What is required: Transcribe the records below exactly.

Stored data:
------------

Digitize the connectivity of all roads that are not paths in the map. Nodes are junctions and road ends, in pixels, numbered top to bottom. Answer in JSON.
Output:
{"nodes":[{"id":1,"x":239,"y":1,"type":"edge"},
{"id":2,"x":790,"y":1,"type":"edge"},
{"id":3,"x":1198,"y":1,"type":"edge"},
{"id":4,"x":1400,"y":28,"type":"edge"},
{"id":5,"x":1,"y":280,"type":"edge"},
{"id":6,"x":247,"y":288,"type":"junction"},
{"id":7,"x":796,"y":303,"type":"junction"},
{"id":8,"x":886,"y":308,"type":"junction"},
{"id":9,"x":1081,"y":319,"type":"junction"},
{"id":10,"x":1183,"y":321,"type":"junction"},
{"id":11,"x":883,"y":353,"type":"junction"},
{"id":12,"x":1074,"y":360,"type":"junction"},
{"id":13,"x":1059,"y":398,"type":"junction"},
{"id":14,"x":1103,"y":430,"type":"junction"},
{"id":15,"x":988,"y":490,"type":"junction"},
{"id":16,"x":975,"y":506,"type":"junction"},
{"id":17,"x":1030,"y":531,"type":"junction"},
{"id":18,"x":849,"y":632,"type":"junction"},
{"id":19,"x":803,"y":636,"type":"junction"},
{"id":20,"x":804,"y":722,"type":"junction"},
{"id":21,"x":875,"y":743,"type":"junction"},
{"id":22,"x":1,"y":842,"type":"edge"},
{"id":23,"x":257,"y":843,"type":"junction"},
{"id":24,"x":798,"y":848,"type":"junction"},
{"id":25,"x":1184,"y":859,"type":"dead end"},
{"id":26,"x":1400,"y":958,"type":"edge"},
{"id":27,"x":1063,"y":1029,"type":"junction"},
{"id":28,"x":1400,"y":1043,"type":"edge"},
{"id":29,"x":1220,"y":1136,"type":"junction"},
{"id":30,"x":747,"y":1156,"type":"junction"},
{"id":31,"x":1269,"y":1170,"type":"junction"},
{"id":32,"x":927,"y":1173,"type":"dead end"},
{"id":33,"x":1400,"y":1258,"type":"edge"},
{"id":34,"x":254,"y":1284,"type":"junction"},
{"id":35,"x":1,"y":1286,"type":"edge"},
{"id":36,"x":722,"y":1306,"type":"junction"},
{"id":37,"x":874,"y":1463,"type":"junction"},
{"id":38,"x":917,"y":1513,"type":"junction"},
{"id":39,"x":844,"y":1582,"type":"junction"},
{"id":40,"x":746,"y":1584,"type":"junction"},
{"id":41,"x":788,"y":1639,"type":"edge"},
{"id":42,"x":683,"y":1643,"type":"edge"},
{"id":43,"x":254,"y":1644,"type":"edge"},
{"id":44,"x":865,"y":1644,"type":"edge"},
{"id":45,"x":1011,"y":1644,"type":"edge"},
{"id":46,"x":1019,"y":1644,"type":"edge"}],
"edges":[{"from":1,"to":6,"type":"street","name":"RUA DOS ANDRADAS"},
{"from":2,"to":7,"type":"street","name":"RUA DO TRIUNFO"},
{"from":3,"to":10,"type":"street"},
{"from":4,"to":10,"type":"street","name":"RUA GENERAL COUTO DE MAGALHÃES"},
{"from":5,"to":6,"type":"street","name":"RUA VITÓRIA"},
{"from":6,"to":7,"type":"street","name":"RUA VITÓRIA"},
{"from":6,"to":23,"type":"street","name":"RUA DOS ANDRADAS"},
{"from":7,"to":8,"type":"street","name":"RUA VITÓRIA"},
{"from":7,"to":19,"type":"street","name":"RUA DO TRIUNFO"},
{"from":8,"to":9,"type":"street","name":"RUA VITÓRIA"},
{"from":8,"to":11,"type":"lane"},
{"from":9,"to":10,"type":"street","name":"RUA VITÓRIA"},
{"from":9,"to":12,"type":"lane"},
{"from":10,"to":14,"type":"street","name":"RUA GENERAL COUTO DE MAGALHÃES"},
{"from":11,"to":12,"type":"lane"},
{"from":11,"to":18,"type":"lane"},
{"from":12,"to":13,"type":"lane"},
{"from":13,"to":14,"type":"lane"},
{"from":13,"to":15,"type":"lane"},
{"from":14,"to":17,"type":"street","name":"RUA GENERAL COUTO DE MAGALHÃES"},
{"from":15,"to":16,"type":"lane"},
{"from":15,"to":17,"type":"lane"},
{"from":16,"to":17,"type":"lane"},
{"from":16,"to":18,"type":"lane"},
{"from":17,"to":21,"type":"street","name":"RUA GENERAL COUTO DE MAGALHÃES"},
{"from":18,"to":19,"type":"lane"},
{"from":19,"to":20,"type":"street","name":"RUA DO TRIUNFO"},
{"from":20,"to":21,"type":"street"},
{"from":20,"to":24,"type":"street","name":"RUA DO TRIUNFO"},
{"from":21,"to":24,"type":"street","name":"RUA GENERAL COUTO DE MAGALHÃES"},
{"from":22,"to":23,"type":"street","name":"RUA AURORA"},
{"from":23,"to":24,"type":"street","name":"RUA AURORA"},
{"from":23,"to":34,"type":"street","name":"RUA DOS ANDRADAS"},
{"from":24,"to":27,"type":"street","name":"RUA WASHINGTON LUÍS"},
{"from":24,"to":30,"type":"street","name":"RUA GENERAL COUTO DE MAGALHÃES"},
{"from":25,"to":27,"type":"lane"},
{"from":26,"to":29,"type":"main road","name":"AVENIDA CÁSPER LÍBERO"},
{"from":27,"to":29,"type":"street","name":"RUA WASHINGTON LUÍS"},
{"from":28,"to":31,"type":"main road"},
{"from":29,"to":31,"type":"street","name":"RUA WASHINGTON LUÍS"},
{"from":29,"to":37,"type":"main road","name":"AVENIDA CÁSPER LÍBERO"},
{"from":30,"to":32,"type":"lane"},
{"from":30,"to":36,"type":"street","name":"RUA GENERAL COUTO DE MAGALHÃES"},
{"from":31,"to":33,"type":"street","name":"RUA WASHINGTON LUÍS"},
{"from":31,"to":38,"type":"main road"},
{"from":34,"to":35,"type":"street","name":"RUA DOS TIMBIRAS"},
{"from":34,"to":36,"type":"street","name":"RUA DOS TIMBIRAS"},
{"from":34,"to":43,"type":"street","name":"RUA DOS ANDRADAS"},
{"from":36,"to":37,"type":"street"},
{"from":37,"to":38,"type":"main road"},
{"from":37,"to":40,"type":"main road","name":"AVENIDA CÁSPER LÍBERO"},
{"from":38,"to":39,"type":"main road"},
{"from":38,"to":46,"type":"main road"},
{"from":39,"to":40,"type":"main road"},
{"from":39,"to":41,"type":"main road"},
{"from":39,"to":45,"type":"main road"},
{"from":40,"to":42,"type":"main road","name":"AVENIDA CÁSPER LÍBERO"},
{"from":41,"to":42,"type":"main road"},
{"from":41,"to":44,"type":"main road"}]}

------------

Response to the task:
Digitize the connectivity of all roads that are not paths in the map. Nodes are junctions and road ends, in pixels, numbered top to bottom. Answer in JSON.
Output:
{"nodes":[{"id":1,"x":239,"y":1,"type":"edge"},
{"id":2,"x":790,"y":1,"type":"edge"},
{"id":3,"x":1198,"y":1,"type":"edge"},
{"id":4,"x":1400,"y":28,"type":"edge"},
{"id":5,"x":1,"y":280,"type":"edge"},
{"id":6,"x":247,"y":288,"type":"junction"},
{"id":7,"x":796,"y":303,"type":"junction"},
{"id":8,"x":886,"y":308,"type":"junction"},
{"id":9,"x":1081,"y":319,"type":"junction"},
{"id":10,"x":1183,"y":321,"type":"junction"},
{"id":11,"x":883,"y":353,"type":"junction"},
{"id":12,"x":1074,"y":360,"type":"junction"},
{"id":13,"x":1059,"y":398,"type":"junction"},
{"id":14,"x":1103,"y":430,"type":"junction"},
{"id":15,"x":988,"y":490,"type":"junction"},
{"id":16,"x":975,"y":506,"type":"junction"},
{"id":17,"x":1030,"y":531,"type":"junction"},
{"id":18,"x":849,"y":632,"type":"junction"},
{"id":19,"x":803,"y":636,"type":"junction"},
{"id":20,"x":804,"y":722,"type":"junction"},
{"id":21,"x":875,"y":743,"type":"junction"},
{"id":22,"x":1,"y":842,"type":"edge"},
{"id":23,"x":257,"y":843,"type":"junction"},
{"id":24,"x":798,"y":848,"type":"junction"},
{"id":25,"x":1184,"y":859,"type":"dead end"},
{"id":26,"x":1400,"y":958,"type":"edge"},
{"id":27,"x":1063,"y":1029,"type":"junction"},
{"id":28,"x":1400,"y":1043,"type":"edge"},
{"id":29,"x":1220,"y":1136,"type":"junction"},
{"id":30,"x":747,"y":1156,"type":"junction"},
{"id":31,"x":1269,"y":1170,"type":"junction"},
{"id":32,"x":927,"y":1173,"type":"dead end"},
{"id":33,"x":1400,"y":1258,"type":"edge"},
{"id":34,"x":254,"y":1284,"type":"junction"},
{"id":35,"x":1,"y":1286,"type":"edge"},
{"id":36,"x":722,"y":1306,"type":"junction"},
{"id":37,"x":874,"y":1463,"type":"junction"},
{"id":38,"x":917,"y":1513,"type":"junction"},
{"id":39,"x":844,"y":1582,"type":"junction"},
{"id":40,"x":746,"y":1584,"type":"junction"},
{"id":41,"x":788,"y":1639,"type":"edge"},
{"id":42,"x":683,"y":1643,"type":"edge"},
{"id":43,"x":254,"y":1644,"type":"edge"},
{"id":44,"x":865,"y":1644,"type":"edge"},
{"id":45,"x":1011,"y":1644,"type":"edge"},
{"id":46,"x":1019,"y":1644,"type":"edge"}],
"edges":[{"from":1,"to":6,"type":"street","name":"RUA DOS ANDRADAS"},
{"from":2,"to":7,"type":"street","name":"RUA DO TRIUNFO"},
{"from":3,"to":10,"type":"street"},
{"from":4,"to":10,"type":"street","name":"RUA GENERAL COUTO DE MAGALHÃES"},
{"from":5,"to":6,"type":"street","name":"RUA VITÓRIA"},
{"from":6,"to":7,"type":"street","name":"RUA VITÓRIA"},
{"from":6,"to":23,"type":"street","name":"RUA DOS ANDRADAS"},
{"from":7,"to":8,"type":"street","name":"RUA VITÓRIA"},
{"from":7,"to":19,"type":"street","name":"RUA DO TRIUNFO"},
{"from":8,"to":9,"type":"street","name":"RUA VITÓRIA"},
{"from":8,"to":11,"type":"lane"},
{"from":9,"to":10,"type":"street","name":"RUA VITÓRIA"},
{"from":9,"to":12,"type":"lane"},
{"from":10,"to":14,"type":"street","name":"RUA GENERAL COUTO DE MAGALHÃES"},
{"from":11,"to":12,"type":"lane"},
{"from":11,"to":18,"type":"lane"},
{"from":12,"to":13,"type":"lane"},
{"from":13,"to":14,"type":"lane"},
{"from":13,"to":15,"type":"lane"},
{"from":14,"to":17,"type":"street","name":"RUA GENERAL COUTO DE MAGALHÃES"},
{"from":15,"to":16,"type":"lane"},
{"from":15,"to":17,"type":"lane"},
{"from":16,"to":17,"type":"lane"},
{"from":16,"to":18,"type":"lane"},
{"from":17,"to":21,"type":"street","name":"RUA GENERAL COUTO DE MAGALHÃES"},
{"from":18,"to":19,"type":"lane"},
{"from":19,"to":20,"type":"street","name":"RUA DO TRIUNFO"},
{"from":20,"to":21,"type":"street"},
{"from":20,"to":24,"type":"street","name":"RUA DO TRIUNFO"},
{"from":21,"to":24,"type":"street","name":"RUA GENERAL COUTO DE MAGALHÃES"},
{"from":22,"to":23,"type":"street","name":"RUA AURORA"},
{"from":23,"to":24,"type":"street","name":"RUA AURORA"},
{"from":23,"to":34,"type":"street","name":"RUA DOS ANDRADAS"},
{"from":24,"to":27,"type":"street","name":"RUA WASHINGTON LUÍS"},
{"from":24,"to":30,"type":"street","name":"RUA GENERAL COUTO DE MAGALHÃES"},
{"from":25,"to":27,"type":"lane"},
{"from":26,"to":29,"type":"main road","name":"AVENIDA CÁSPER LÍBERO"},
{"from":27,"to":29,"type":"street","name":"RUA WASHINGTON LUÍS"},
{"from":28,"to":31,"type":"main road"},
{"from":29,"to":31,"type":"street","name":"RUA WASHINGTON LUÍS"},
{"from":29,"to":37,"type":"main road","name":"AVENIDA CÁSPER LÍBERO"},
{"from":30,"to":32,"type":"lane"},
{"from":30,"to":36,"type":"street","name":"RUA GENERAL COUTO DE MAGALHÃES"},
{"from":31,"to":33,"type":"street","name":"RUA WASHINGTON LUÍS"},
{"from":31,"to":38,"type":"main road"},
{"from":34,"to":35,"type":"street","name":"RUA DOS TIMBIRAS"},
{"from":34,"to":36,"type":"street","name":"RUA DOS TIMBIRAS"},
{"from":34,"to":43,"type":"street","name":"RUA DOS ANDRADAS"},
{"from":36,"to":37,"type":"street"},
{"from":37,"to":38,"type":"main road"},
{"from":37,"to":40,"type":"main road","name":"AVENIDA CÁSPER LÍBERO"},
{"from":38,"to":39,"type":"main road"},
{"from":38,"to":46,"type":"main road"},
{"from":39,"to":40,"type":"main road"},
{"from":39,"to":41,"type":"main road"},
{"from":39,"to":45,"type":"main road"},
{"from":40,"to":42,"type":"main road","name":"AVENIDA CÁSPER LÍBERO"},
{"from":41,"to":42,"type":"main road"},
{"from":41,"to":44,"type":"main road"}]}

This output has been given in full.